Published: 19 June 2018

An active modeler calls himself ‘an evangelist’ for ARM data

This is the sixth article in a series of profiles on members of the ARM User Executive Committee (UEC).

Andrew Gettelman, National Center for Atmospheric Research. Image courtesy of NCAR

“We model clouds pretty well, and we model aerosols pretty well,” says Andrew Gettelman, a scientist with the National Center for Atmospheric Research (NCAR) in Boulder, Colorado. “But we don’t model very well how they interact.”

That’s the core challenge that has informed the last 10 years of his career, and the one that has made Gettelman a believer in long-term observational data of the kind collected by the U.S. Department of Energy’s Atmospheric Radiation Measurement (ARM) user facility.

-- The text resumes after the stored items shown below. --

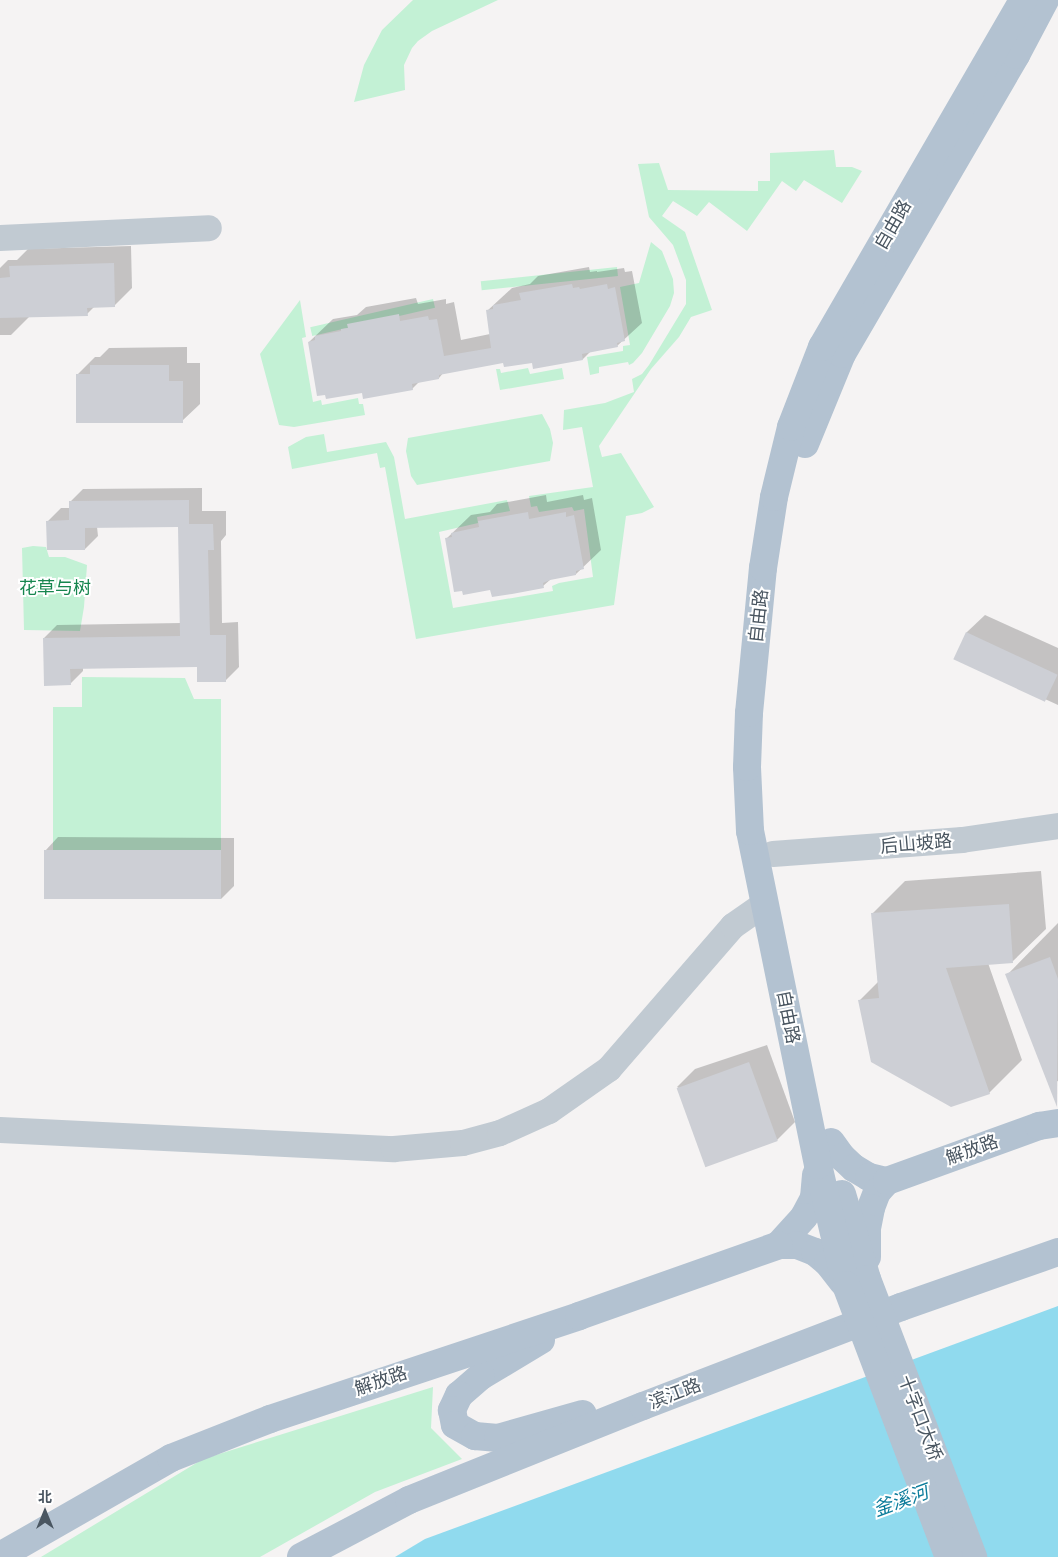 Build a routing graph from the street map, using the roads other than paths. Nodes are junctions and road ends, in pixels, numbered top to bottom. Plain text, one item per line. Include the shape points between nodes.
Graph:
1 (1023, 0) edge
2 (1045, 0) edge
3 (209, 228) dead end
4 (0, 238) edge
5 (1058, 826) edge
6 (773, 854) junction
7 (764, 904) junction
8 (1052, 1123) edge
9 (0, 1130) edge
10 (831, 1142) junction
11 (818, 1165) junction
12 (887, 1180) junction
13 (779, 1245) junction
14 (1058, 1252) edge
15 (856, 1282) junction
16 (579, 1316) junction
17 (644, 1406) junction
18 (0, 1556) edge
19 (301, 1557) edge
20 (949, 1557) edge
21 (973, 1557) edge

1 - 7 main road, 自由路 via 822,347 791,426 774,497 763,568 749,713 750,831
2 - 6 main road, 自由路 via 842,354 808,433 791,499 767,713 764,769
3 - 4 street
5 - 6 street, 后山坡路 via 962,840
6 - 10 main road, 自由路
7 - 9 street via 733,926 609,1069 549,1111 500,1133 463,1142 394,1149
7 - 11 main road, 自由路
8 - 12 main road, 解放路
10 - 12 main road via 854,1168 869,1177
10 - 15 main road, 自由路 via 850,1224
11 - 13 main road via 814,1198 804,1217
11 - 15 main road, 自由路
12 - 15 main road via 876,1192 871,1208
13 - 15 main road via 798,1245 815,1252
13 - 16 main road, 解放路
14 - 17 main road, 滨江路 via 901,1307
15 - 20 main road, 十字口大桥, bridge
15 - 21 main road, 十字口大桥, bridge
16 - 17 main road via 481,1376 459,1395 452,1410 455,1425 475,1436 498,1438 586,1413
16 - 18 main road, 解放路 via 278,1416 171,1458
17 - 19 main road, 滨江路 via 409,1500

Such information, he says, brings the small scale and relative precision of weather forecasting to the challenge of informing and correcting earth systems models at regional and global scales.

“I’m an evangelist,” says Gettelman, an expert in cloud-aerosol interactions who develops and evaluates improvements to the NCAR’s Community Earth System Model and the global General Circulation Model. “I think a lot more people should be using ARM data.”

To back that up, the 20-year modeler is a member of ARM’s User Executive Committee, the official voice of the ARM user community. In that role, Gettelman sees himself as a conduit between a global community of large-scale modelers and experts on using such data.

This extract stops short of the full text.